%%

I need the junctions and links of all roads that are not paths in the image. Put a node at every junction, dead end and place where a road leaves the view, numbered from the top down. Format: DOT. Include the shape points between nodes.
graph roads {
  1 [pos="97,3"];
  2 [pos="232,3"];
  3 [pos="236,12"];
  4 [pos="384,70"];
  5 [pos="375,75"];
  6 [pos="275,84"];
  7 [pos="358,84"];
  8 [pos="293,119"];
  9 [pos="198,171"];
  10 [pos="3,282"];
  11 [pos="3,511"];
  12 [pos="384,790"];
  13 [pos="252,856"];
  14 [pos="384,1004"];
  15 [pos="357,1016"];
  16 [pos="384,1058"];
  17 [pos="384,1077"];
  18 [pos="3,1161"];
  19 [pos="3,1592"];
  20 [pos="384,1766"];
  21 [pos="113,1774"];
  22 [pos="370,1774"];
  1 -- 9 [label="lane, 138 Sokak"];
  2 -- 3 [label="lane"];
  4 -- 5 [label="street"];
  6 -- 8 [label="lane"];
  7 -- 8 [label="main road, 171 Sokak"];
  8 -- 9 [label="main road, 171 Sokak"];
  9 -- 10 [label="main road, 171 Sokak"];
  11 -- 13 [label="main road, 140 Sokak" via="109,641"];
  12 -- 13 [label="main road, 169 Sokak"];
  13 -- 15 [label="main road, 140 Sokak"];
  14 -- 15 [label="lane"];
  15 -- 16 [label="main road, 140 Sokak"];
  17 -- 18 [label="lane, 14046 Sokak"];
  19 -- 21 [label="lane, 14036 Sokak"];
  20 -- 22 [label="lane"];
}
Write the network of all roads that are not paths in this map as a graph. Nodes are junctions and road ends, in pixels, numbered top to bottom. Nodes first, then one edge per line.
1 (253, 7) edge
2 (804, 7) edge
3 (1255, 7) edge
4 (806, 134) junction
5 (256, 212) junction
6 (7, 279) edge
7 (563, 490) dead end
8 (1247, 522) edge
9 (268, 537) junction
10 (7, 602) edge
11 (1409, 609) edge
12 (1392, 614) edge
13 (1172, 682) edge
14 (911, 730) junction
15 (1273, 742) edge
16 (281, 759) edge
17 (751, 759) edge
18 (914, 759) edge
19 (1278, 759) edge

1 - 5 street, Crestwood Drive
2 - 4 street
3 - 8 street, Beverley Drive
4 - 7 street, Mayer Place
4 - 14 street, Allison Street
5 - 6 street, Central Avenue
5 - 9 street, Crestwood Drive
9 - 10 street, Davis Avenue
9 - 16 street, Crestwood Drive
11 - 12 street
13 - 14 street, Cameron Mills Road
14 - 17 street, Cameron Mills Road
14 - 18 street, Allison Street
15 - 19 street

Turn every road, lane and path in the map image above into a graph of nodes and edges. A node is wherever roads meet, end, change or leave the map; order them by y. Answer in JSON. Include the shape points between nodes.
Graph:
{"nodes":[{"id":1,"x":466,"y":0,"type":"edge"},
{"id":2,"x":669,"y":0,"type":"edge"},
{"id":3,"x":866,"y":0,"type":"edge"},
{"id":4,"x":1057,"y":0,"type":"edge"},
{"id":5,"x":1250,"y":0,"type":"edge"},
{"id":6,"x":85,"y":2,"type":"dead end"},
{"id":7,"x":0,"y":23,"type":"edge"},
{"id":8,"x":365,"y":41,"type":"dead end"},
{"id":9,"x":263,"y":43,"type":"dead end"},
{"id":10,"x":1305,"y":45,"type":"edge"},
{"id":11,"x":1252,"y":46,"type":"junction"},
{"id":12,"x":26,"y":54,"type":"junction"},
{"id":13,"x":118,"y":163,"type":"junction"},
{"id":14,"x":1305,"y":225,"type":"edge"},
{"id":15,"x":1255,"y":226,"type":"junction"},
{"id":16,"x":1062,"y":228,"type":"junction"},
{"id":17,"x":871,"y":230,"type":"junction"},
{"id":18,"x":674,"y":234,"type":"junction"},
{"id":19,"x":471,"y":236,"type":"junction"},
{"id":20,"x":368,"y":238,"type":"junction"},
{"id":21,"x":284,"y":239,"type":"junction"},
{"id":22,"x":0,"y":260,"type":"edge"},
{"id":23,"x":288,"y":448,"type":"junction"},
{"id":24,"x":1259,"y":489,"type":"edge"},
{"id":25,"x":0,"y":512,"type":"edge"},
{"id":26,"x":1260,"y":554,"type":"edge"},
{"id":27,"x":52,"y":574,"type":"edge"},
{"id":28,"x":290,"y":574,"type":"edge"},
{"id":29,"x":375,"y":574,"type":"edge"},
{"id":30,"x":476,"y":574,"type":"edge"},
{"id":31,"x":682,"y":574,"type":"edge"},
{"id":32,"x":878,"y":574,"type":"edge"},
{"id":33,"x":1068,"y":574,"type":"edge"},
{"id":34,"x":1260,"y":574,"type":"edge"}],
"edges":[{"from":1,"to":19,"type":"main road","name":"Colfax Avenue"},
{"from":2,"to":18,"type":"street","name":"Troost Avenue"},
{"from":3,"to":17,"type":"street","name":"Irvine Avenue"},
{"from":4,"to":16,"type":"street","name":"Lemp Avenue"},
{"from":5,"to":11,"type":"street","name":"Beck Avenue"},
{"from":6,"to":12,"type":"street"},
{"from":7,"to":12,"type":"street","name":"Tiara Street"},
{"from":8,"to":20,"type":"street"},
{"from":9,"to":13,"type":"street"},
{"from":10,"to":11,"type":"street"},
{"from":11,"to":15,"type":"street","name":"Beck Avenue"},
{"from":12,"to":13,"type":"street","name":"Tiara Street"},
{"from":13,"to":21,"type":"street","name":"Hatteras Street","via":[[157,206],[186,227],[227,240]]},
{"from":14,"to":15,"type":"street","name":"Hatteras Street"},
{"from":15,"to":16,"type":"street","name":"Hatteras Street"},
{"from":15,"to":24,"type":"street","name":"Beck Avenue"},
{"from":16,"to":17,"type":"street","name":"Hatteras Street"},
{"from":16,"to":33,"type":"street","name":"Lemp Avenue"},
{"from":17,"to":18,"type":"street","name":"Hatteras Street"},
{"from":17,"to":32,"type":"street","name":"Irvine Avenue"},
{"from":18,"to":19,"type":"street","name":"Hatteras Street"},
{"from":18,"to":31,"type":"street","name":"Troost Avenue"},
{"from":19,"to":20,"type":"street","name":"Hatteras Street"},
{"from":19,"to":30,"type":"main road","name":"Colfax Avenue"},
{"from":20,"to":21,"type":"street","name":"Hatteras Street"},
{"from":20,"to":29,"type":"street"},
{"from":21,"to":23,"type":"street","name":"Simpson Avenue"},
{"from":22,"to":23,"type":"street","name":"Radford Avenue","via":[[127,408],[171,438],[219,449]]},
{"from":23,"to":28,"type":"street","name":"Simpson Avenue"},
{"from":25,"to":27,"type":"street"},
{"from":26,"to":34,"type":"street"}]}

%%

**PROMPT**
For each record above, output it exactly as written.

**SOLUTION FOR THIS EXERCISE**
I need the junctions and links of all roads that are not paths in the image. Put a node at every junction, dead end and place where a road leaves the view, numbered from the top down. Format: DOT. Include the shape points between nodes.
graph roads {
  1 [pos="97,3"];
  2 [pos="232,3"];
  3 [pos="236,12"];
  4 [pos="384,70"];
  5 [pos="375,75"];
  6 [pos="275,84"];
  7 [pos="358,84"];
  8 [pos="293,119"];
  9 [pos="198,171"];
  10 [pos="3,282"];
  11 [pos="3,511"];
  12 [pos="384,790"];
  13 [pos="252,856"];
  14 [pos="384,1004"];
  15 [pos="357,1016"];
  16 [pos="384,1058"];
  17 [pos="384,1077"];
  18 [pos="3,1161"];
  19 [pos="3,1592"];
  20 [pos="384,1766"];
  21 [pos="113,1774"];
  22 [pos="370,1774"];
  1 -- 9 [label="lane, 138 Sokak"];
  2 -- 3 [label="lane"];
  4 -- 5 [label="street"];
  6 -- 8 [label="lane"];
  7 -- 8 [label="main road, 171 Sokak"];
  8 -- 9 [label="main road, 171 Sokak"];
  9 -- 10 [label="main road, 171 Sokak"];
  11 -- 13 [label="main road, 140 Sokak" via="109,641"];
  12 -- 13 [label="main road, 169 Sokak"];
  13 -- 15 [label="main road, 140 Sokak"];
  14 -- 15 [label="lane"];
  15 -- 16 [label="main road, 140 Sokak"];
  17 -- 18 [label="lane, 14046 Sokak"];
  19 -- 21 [label="lane, 14036 Sokak"];
  20 -- 22 [label="lane"];
}
Write the network of all roads that are not paths in this map as a graph. Nodes are junctions and road ends, in pixels, numbered top to bottom. Nodes first, then one edge per line.
1 (253, 7) edge
2 (804, 7) edge
3 (1255, 7) edge
4 (806, 134) junction
5 (256, 212) junction
6 (7, 279) edge
7 (563, 490) dead end
8 (1247, 522) edge
9 (268, 537) junction
10 (7, 602) edge
11 (1409, 609) edge
12 (1392, 614) edge
13 (1172, 682) edge
14 (911, 730) junction
15 (1273, 742) edge
16 (281, 759) edge
17 (751, 759) edge
18 (914, 759) edge
19 (1278, 759) edge

1 - 5 street, Crestwood Drive
2 - 4 street
3 - 8 street, Beverley Drive
4 - 7 street, Mayer Place
4 - 14 street, Allison Street
5 - 6 street, Central Avenue
5 - 9 street, Crestwood Drive
9 - 10 street, Davis Avenue
9 - 16 street, Crestwood Drive
11 - 12 street
13 - 14 street, Cameron Mills Road
14 - 17 street, Cameron Mills Road
14 - 18 street, Allison Street
15 - 19 street

Turn every road, lane and path in the map image above into a graph of nodes and edges. A node is wherever roads meet, end, change or leave the map; order them by y. Answer in JSON. Include the shape points between nodes.
Graph:
{"nodes":[{"id":1,"x":466,"y":0,"type":"edge"},
{"id":2,"x":669,"y":0,"type":"edge"},
{"id":3,"x":866,"y":0,"type":"edge"},
{"id":4,"x":1057,"y":0,"type":"edge"},
{"id":5,"x":1250,"y":0,"type":"edge"},
{"id":6,"x":85,"y":2,"type":"dead end"},
{"id":7,"x":0,"y":23,"type":"edge"},
{"id":8,"x":365,"y":41,"type":"dead end"},
{"id":9,"x":263,"y":43,"type":"dead end"},
{"id":10,"x":1305,"y":45,"type":"edge"},
{"id":11,"x":1252,"y":46,"type":"junction"},
{"id":12,"x":26,"y":54,"type":"junction"},
{"id":13,"x":118,"y":163,"type":"junction"},
{"id":14,"x":1305,"y":225,"type":"edge"},
{"id":15,"x":1255,"y":226,"type":"junction"},
{"id":16,"x":1062,"y":228,"type":"junction"},
{"id":17,"x":871,"y":230,"type":"junction"},
{"id":18,"x":674,"y":234,"type":"junction"},
{"id":19,"x":471,"y":236,"type":"junction"},
{"id":20,"x":368,"y":238,"type":"junction"},
{"id":21,"x":284,"y":239,"type":"junction"},
{"id":22,"x":0,"y":260,"type":"edge"},
{"id":23,"x":288,"y":448,"type":"junction"},
{"id":24,"x":1259,"y":489,"type":"edge"},
{"id":25,"x":0,"y":512,"type":"edge"},
{"id":26,"x":1260,"y":554,"type":"edge"},
{"id":27,"x":52,"y":574,"type":"edge"},
{"id":28,"x":290,"y":574,"type":"edge"},
{"id":29,"x":375,"y":574,"type":"edge"},
{"id":30,"x":476,"y":574,"type":"edge"},
{"id":31,"x":682,"y":574,"type":"edge"},
{"id":32,"x":878,"y":574,"type":"edge"},
{"id":33,"x":1068,"y":574,"type":"edge"},
{"id":34,"x":1260,"y":574,"type":"edge"}],
"edges":[{"from":1,"to":19,"type":"main road","name":"Colfax Avenue"},
{"from":2,"to":18,"type":"street","name":"Troost Avenue"},
{"from":3,"to":17,"type":"street","name":"Irvine Avenue"},
{"from":4,"to":16,"type":"street","name":"Lemp Avenue"},
{"from":5,"to":11,"type":"street","name":"Beck Avenue"},
{"from":6,"to":12,"type":"street"},
{"from":7,"to":12,"type":"street","name":"Tiara Street"},
{"from":8,"to":20,"type":"street"},
{"from":9,"to":13,"type":"street"},
{"from":10,"to":11,"type":"street"},
{"from":11,"to":15,"type":"street","name":"Beck Avenue"},
{"from":12,"to":13,"type":"street","name":"Tiara Street"},
{"from":13,"to":21,"type":"street","name":"Hatteras Street","via":[[157,206],[186,227],[227,240]]},
{"from":14,"to":15,"type":"street","name":"Hatteras Street"},
{"from":15,"to":16,"type":"street","name":"Hatteras Street"},
{"from":15,"to":24,"type":"street","name":"Beck Avenue"},
{"from":16,"to":17,"type":"street","name":"Hatteras Street"},
{"from":16,"to":33,"type":"street","name":"Lemp Avenue"},
{"from":17,"to":18,"type":"street","name":"Hatteras Street"},
{"from":17,"to":32,"type":"street","name":"Irvine Avenue"},
{"from":18,"to":19,"type":"street","name":"Hatteras Street"},
{"from":18,"to":31,"type":"street","name":"Troost Avenue"},
{"from":19,"to":20,"type":"street","name":"Hatteras Street"},
{"from":19,"to":30,"type":"main road","name":"Colfax Avenue"},
{"from":20,"to":21,"type":"street","name":"Hatteras Street"},
{"from":20,"to":29,"type":"street"},
{"from":21,"to":23,"type":"street","name":"Simpson Avenue"},
{"from":22,"to":23,"type":"street","name":"Radford Avenue","via":[[127,408],[171,438],[219,449]]},
{"from":23,"to":28,"type":"street","name":"Simpson Avenue"},
{"from":25,"to":27,"type":"street"},
{"from":26,"to":34,"type":"street"}]}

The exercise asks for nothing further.